Positioning in Miami's Restaurant Tier
Miami's restaurant scene at the upper tier is anchored by venues like Ariete and Boia De, both Michelin-starred, alongside Korean steakhouse Cote Miami and the fine dining formality of L'Atelier de Joël Robuchon Miami. Double Luck occupies a different register entirely: high-energy and social, without the tasting-menu pacing or the price points that define that upper bracket. Resy recognition places it in a peer set of rooms that earn attention through personality and consistency rather than through formal critical infrastructure. In a city where Peruvian-Japanese fusion at ITAMAE and serious European technique coexist with approachable neighborhood spots, Double Luck slots into the category of restaurants that generate genuine enthusiasm without demanding ceremony from their guests.

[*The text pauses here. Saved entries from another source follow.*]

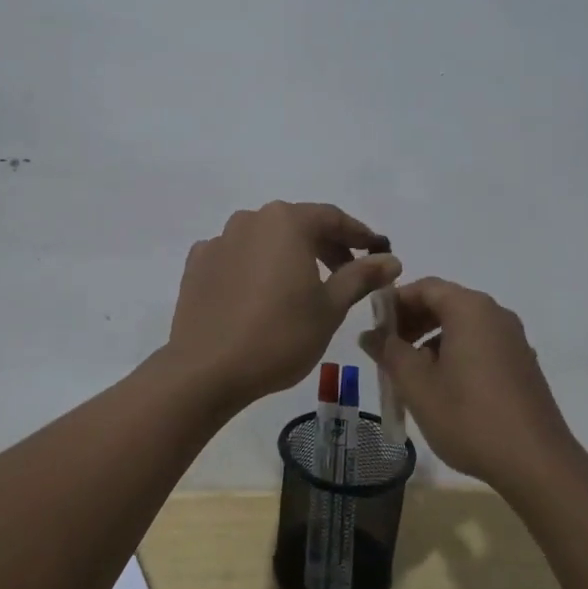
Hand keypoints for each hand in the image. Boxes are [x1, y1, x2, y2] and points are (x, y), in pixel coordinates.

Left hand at [166, 201, 400, 408]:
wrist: (206, 370)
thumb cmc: (279, 335)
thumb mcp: (330, 308)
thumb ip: (360, 276)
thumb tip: (390, 259)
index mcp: (286, 221)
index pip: (332, 218)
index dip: (359, 235)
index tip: (378, 253)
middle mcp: (250, 219)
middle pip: (298, 225)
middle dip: (326, 246)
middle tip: (348, 274)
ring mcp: (219, 240)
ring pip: (266, 240)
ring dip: (290, 255)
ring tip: (305, 287)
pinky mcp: (197, 264)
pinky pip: (237, 257)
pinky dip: (256, 268)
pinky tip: (262, 295)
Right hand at [360, 277, 578, 495]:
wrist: (536, 463)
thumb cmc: (469, 417)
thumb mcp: (417, 385)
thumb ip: (390, 352)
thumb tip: (370, 334)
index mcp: (470, 309)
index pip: (425, 287)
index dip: (395, 302)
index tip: (374, 326)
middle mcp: (495, 314)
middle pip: (445, 302)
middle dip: (412, 321)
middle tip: (387, 350)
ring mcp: (514, 339)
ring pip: (463, 325)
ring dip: (432, 339)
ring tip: (411, 372)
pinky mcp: (523, 363)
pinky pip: (481, 344)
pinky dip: (456, 352)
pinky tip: (444, 387)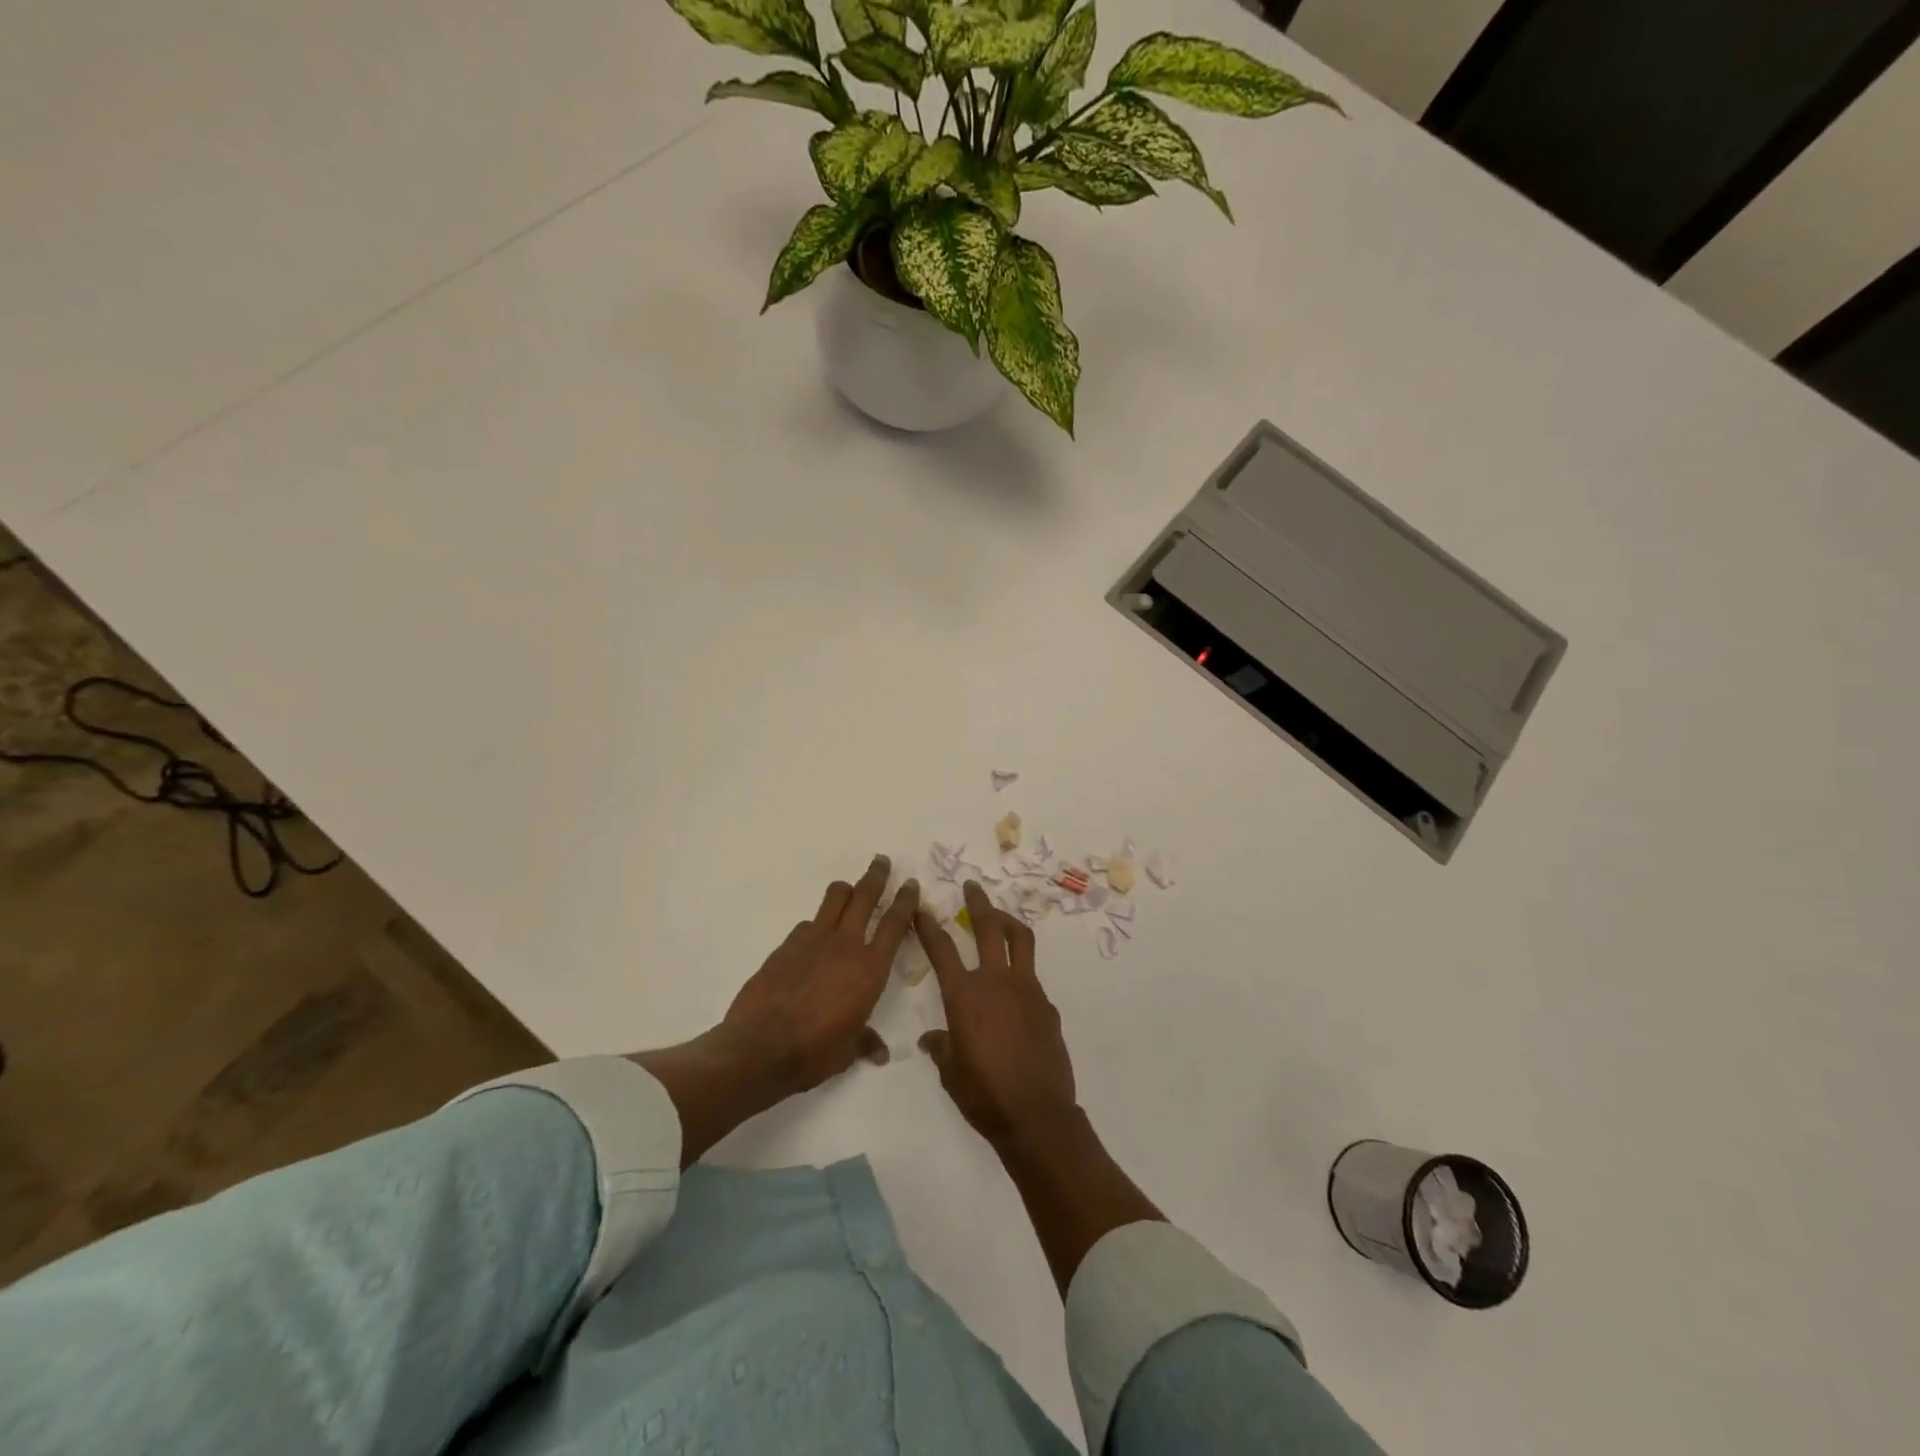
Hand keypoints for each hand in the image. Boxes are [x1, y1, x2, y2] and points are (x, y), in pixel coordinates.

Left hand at [719, 854, 919, 1097]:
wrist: (760, 1048)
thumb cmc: (814, 1052)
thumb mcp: (848, 1051)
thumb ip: (865, 1042)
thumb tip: (879, 1052)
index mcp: (870, 969)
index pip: (895, 924)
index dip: (905, 901)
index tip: (910, 884)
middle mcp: (845, 945)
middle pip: (865, 896)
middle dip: (876, 876)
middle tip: (882, 861)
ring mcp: (813, 940)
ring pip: (834, 898)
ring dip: (845, 890)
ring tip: (849, 889)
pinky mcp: (786, 945)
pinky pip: (807, 924)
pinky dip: (816, 925)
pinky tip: (812, 938)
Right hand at [916, 881, 1079, 1150]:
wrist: (1036, 1115)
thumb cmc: (984, 1095)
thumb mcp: (951, 1072)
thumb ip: (941, 1048)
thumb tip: (932, 1039)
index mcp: (965, 995)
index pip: (942, 949)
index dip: (928, 926)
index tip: (921, 909)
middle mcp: (996, 982)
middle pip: (989, 927)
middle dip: (978, 903)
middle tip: (972, 887)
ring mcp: (1027, 989)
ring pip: (1021, 940)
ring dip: (1008, 921)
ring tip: (1000, 916)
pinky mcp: (1046, 1005)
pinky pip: (1032, 977)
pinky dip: (1020, 970)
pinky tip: (1015, 987)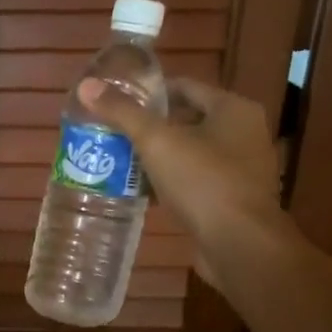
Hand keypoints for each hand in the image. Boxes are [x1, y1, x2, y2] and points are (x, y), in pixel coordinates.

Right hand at [79, 78, 282, 281]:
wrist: (239, 245)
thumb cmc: (203, 181)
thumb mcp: (156, 141)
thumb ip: (122, 113)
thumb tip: (86, 86)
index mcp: (234, 110)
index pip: (186, 87)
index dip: (150, 92)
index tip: (117, 102)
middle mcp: (245, 134)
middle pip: (187, 120)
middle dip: (150, 127)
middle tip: (113, 133)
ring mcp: (242, 170)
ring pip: (190, 154)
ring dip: (158, 157)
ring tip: (121, 162)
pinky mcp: (233, 201)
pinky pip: (196, 182)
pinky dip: (171, 183)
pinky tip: (143, 192)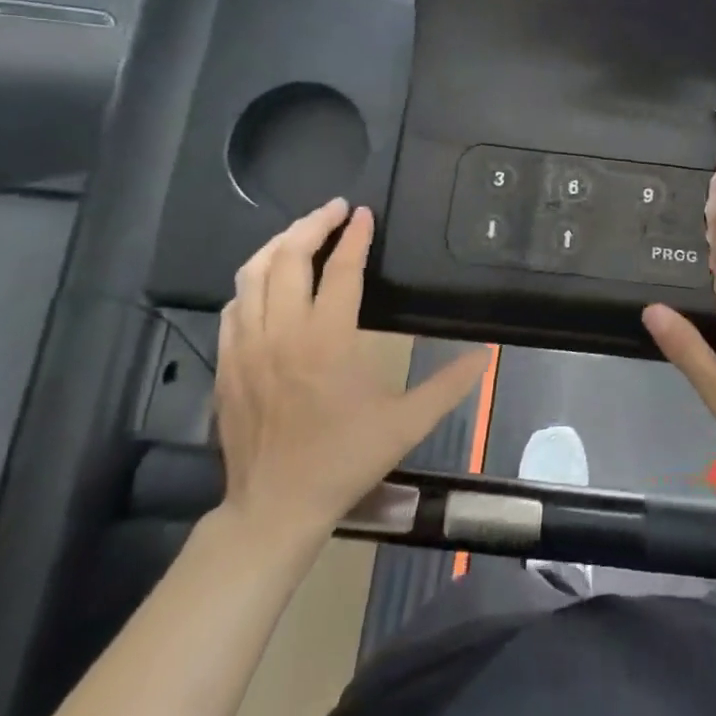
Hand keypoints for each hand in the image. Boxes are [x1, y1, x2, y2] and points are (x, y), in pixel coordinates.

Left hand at [214, 199, 489, 556]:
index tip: (364, 214)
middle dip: (312, 224)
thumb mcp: (408, 423)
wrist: (277, 505)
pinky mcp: (227, 363)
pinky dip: (252, 281)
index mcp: (328, 341)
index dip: (354, 237)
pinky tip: (267, 282)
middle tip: (335, 210)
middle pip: (288, 257)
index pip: (341, 270)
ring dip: (277, 244)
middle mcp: (282, 333)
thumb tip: (488, 354)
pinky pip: (233, 305)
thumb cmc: (345, 460)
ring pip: (252, 274)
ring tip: (301, 232)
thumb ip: (450, 384)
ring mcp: (247, 347)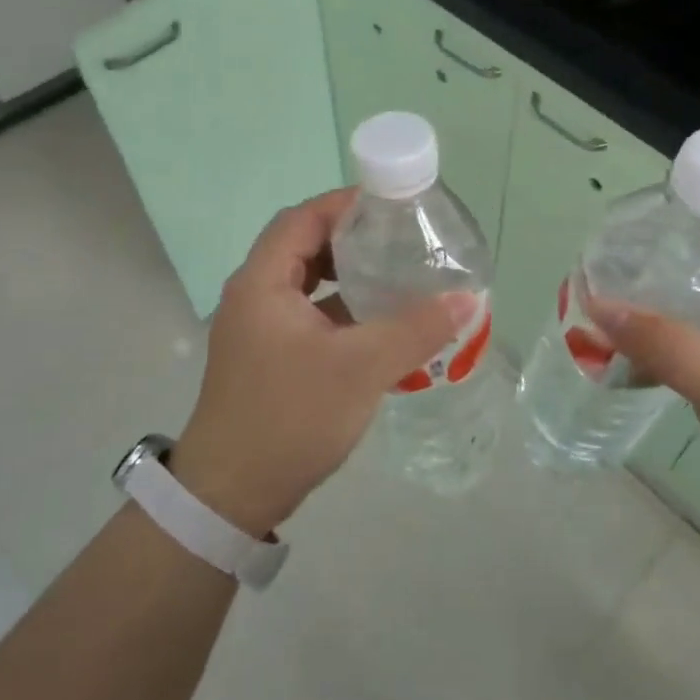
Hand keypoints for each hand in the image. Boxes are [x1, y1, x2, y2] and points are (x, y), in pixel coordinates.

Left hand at [168, 189, 478, 535]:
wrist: (232, 495)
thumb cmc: (290, 417)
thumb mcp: (361, 369)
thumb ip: (415, 329)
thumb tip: (468, 298)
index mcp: (262, 283)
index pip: (302, 218)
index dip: (345, 204)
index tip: (392, 205)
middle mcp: (253, 295)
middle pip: (303, 245)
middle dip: (351, 238)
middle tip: (400, 239)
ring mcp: (258, 328)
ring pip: (305, 282)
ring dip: (346, 274)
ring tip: (394, 274)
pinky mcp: (268, 356)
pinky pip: (307, 313)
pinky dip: (340, 308)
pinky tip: (377, 322)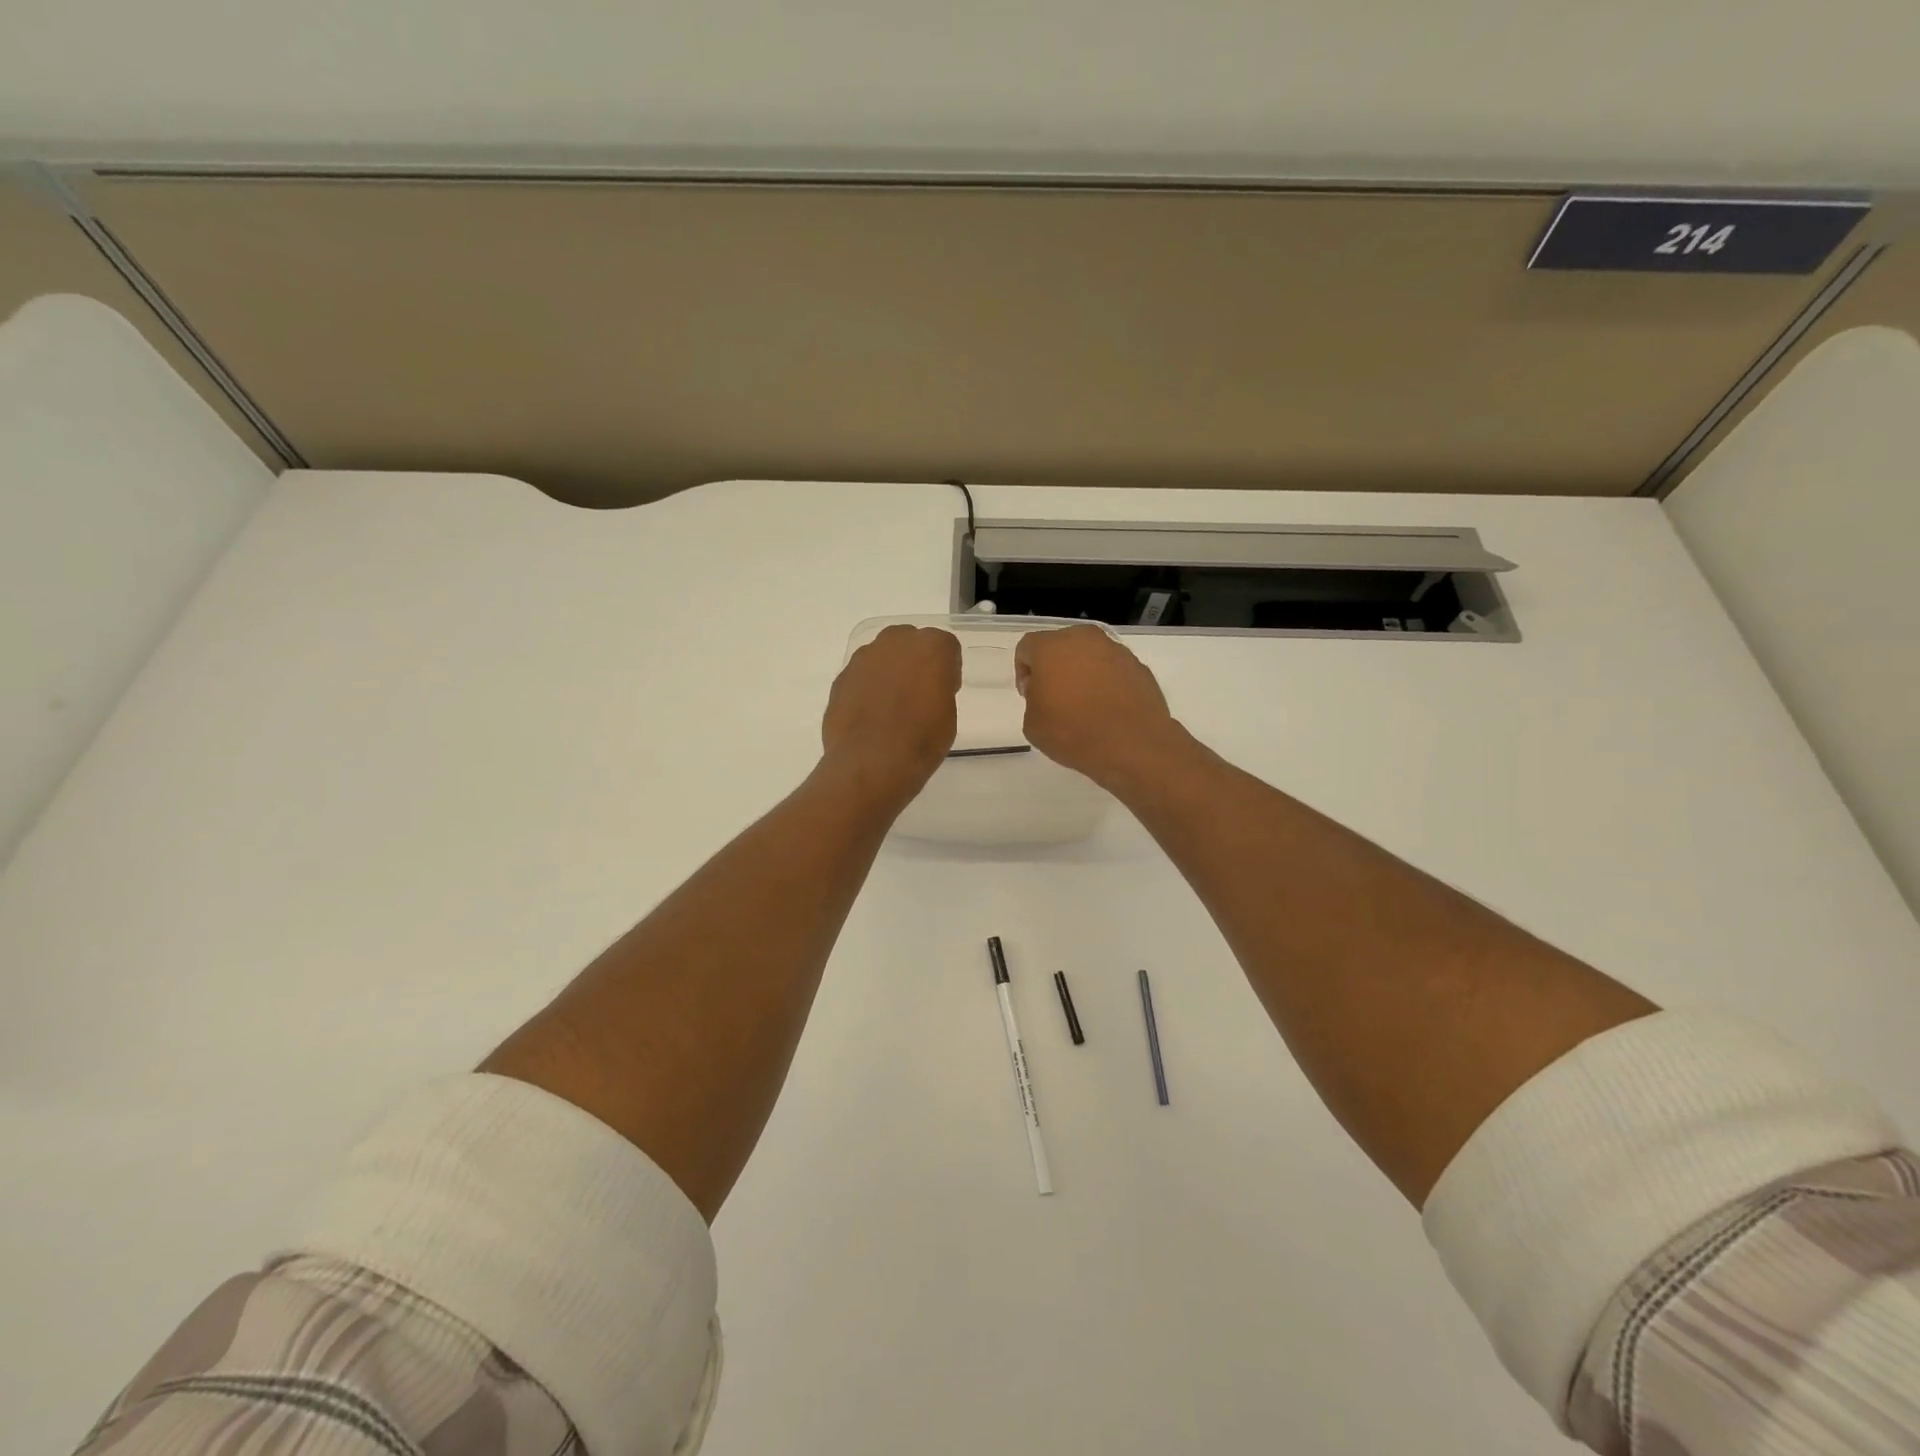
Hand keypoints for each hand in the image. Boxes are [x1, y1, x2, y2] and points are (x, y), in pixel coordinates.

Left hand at [822, 625, 961, 804]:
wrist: (871, 762)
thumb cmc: (922, 740)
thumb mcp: (948, 715)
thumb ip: (938, 690)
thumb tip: (925, 689)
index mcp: (932, 646)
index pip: (946, 648)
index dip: (947, 670)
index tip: (944, 692)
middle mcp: (896, 641)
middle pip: (910, 642)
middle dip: (914, 662)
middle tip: (917, 694)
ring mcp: (863, 657)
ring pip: (882, 656)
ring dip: (888, 673)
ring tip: (890, 707)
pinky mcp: (841, 677)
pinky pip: (861, 676)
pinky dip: (866, 689)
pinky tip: (869, 716)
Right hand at [1015, 625, 1183, 788]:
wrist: (1132, 745)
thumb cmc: (1073, 732)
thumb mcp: (1032, 724)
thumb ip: (1033, 699)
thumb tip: (1047, 692)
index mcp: (1052, 647)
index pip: (1027, 648)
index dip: (1024, 672)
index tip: (1030, 697)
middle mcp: (1085, 639)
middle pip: (1061, 646)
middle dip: (1055, 667)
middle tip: (1055, 698)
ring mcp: (1116, 651)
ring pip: (1090, 655)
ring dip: (1083, 673)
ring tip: (1085, 705)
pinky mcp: (1139, 667)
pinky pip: (1114, 670)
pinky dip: (1107, 683)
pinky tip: (1108, 709)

For a broader map of where Double Luck sits relative to the full range of Miami dining, our full Miami restaurants guide covers the city's current field. If you're building a full trip itinerary, our guides to Miami hotels, Miami bars, Miami wineries, and Miami experiences provide additional coverage.
Planning Your Visit
Double Luck Chinese is located at 1085 NE 79th St, Miami, FL 33138, in the Upper Eastside corridor that has become one of the city's more interesting dining stretches. Given Resy's 2025 Hit List placement, the room runs busy, particularly on weekends, and booking ahead rather than walking in is the more reliable approach for anyone with a specific time in mind. The bar scene means the space accommodates both sit-down dining and more casual arrangements, which gives it flexibility across different kinds of evenings. This is not a formal dress-code room; the atmosphere is social and relaxed in register, even if the energy level runs high.
Elsewhere in the Dining World
For readers tracking the broader American Chinese revival and its counterparts internationally, the contrast with more formal Chinese dining is instructive. 8½ Otto e Mezzo Bombana in Hong Kong represents the opposite end of the formality spectrum, while within the United States, creative American restaurants like Lazy Bear in San Francisco and Alinea in Chicago show what happens when American dining formats are pushed toward their conceptual limits. The maximalist, playful approach Double Luck takes sits closer to that spirit of creative reinterpretation than to the reverent preservation ethos you find at The French Laundry in Napa or the precision dining of Atomix in New York City. That range is worth holding in mind: Double Luck is making an argument about American food culture through a Chinese-American lens, and that argument is most legible when you know what it's in conversation with.
Cost and Credentials
Comparable options at a glance, pulled from our tracked venues.
| Venue | Price | Awards | Notes |
|---|---|---|---|
| Double Luck Chinese | Resy Best of the Hit List (2025); Double Luck Chinese is a high-energy Chinese r… | This venue | |
| Ariete | $$$$ | Michelin 1 Star | Modern American, Contemporary, $$$$ |
| Boia De | $$$ | Michelin 1 Star | Italian, Contemporary, $$$ |
| Cote Miami | $$$ | Michelin 1 Star | Korean Steakhouse, Korean, $$$ |
| Stubborn Seed | $$$$ | Michelin 1 Star | Progressive American, Contemporary, $$$$ |
| Los Fuegos by Francis Mallmann | $$$$ | Argentinian, $$$$ |
At a Glance
- Lively
- Trendy
- Energetic
- Intimate
- Date Night
- Group Dining
- Celebration
- Open Kitchen
- Craft Cocktails
- Sake Program
Dark walls with red color scheme, neon glow, mood lighting, and lively music creating an intimate yet energetic speakeasy vibe.